FDA clearance for ophthalmic imaging and PACS systems requires meeting certain Consensus Standards such as ISO for optical performance, radiation (light) emissions safety, extensive software verification and validation, written DICOM and JPEG conformance, adherence to Good Manufacturing Practices and Quality Systems Regulations, strict quality production/process standards and electrical safety standards; just to name a few.

The device Class II applies to instruments used for diagnostic and/or treatment in humans. This classification is determined in large part by the intended use, indications for use and evaluation of risk (including light emission hazards).  Imaging systems hardware and software, PACS systems, OCT’s, b-scans and slit lamps are examples of Class II medical devices. Stand alone ophthalmic imaging software is also classified as Class II in this context as it is used for diagnosis and treatment.  Class II devices are defined by FDA as prescription items.

The following links define device class by product, as established in the Federal Code of Regulations (CFR):

Imaging Systems (FDA requires these are treated the same as ophthalmic cameras) 21 CFR 886.1120
PACS Systems (regardless of specialty) 21 CFR 892.2050

As of this writing, we have found no information at the FDA website referencing the following companies as having either registered their firms and/or medical devices:

Retinaphile (Instruments for Vision, Syracuse, NY)  has placed ophthalmic imaging systems and stand alone imaging software in commercial distribution – no FDA 510(k) clearance listed.

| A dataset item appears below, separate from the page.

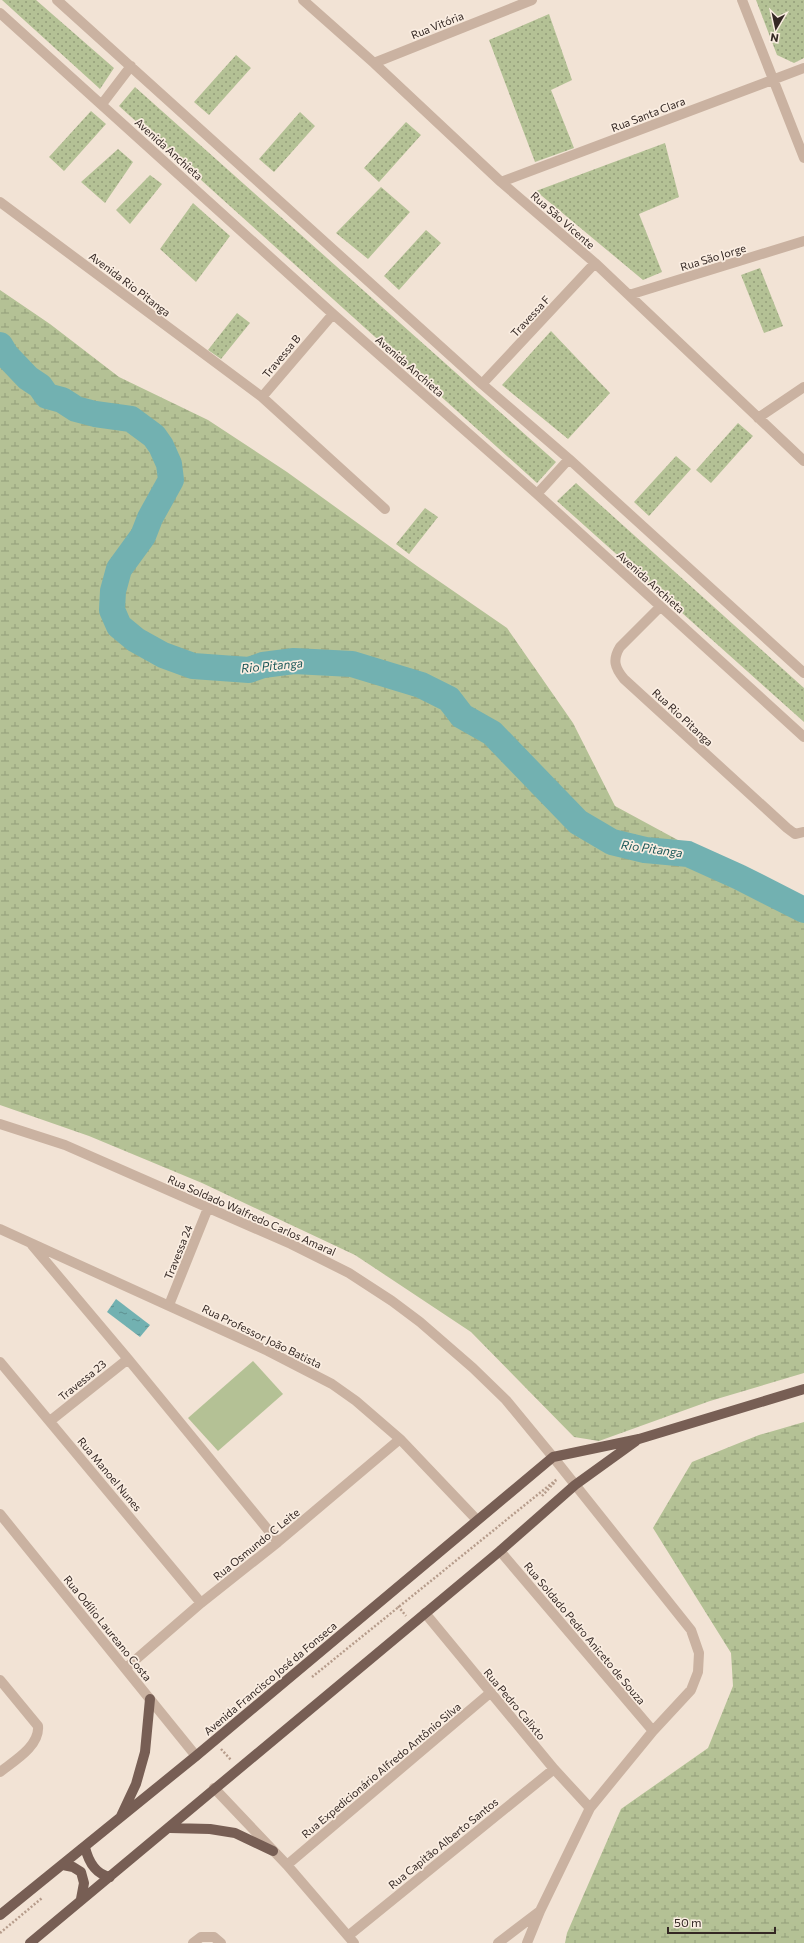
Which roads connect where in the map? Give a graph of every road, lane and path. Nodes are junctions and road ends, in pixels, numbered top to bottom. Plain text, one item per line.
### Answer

Imacam (Carolina Ophthalmics, Atlantic Beach, NC)  has placed ophthalmic imaging systems and stand alone imaging software in commercial distribution – no FDA 510(k) clearance listed.

At the FDA public website, https://www.accessdata.fda.gov/scripts/cdrh/cfdocs/cfRL/rl.cfm ,you may access this public database for medical device registrations and company listings for any and all legitimate medical device companies.

Regardless of which medical device manufacturer you work with…Fundus Photo, Zeiss, Topcon, Merge, Escalon, Kowa, Canon and more, we all have made the quality commitment and financial investment to obtain FDA clearance for these regulated products we offer.

We appreciate your informing relevant parties as to the significance of these illegally marketed products that may be subjected to your patients, physicians, staff, Reading Centers and Clinical Study sponsors.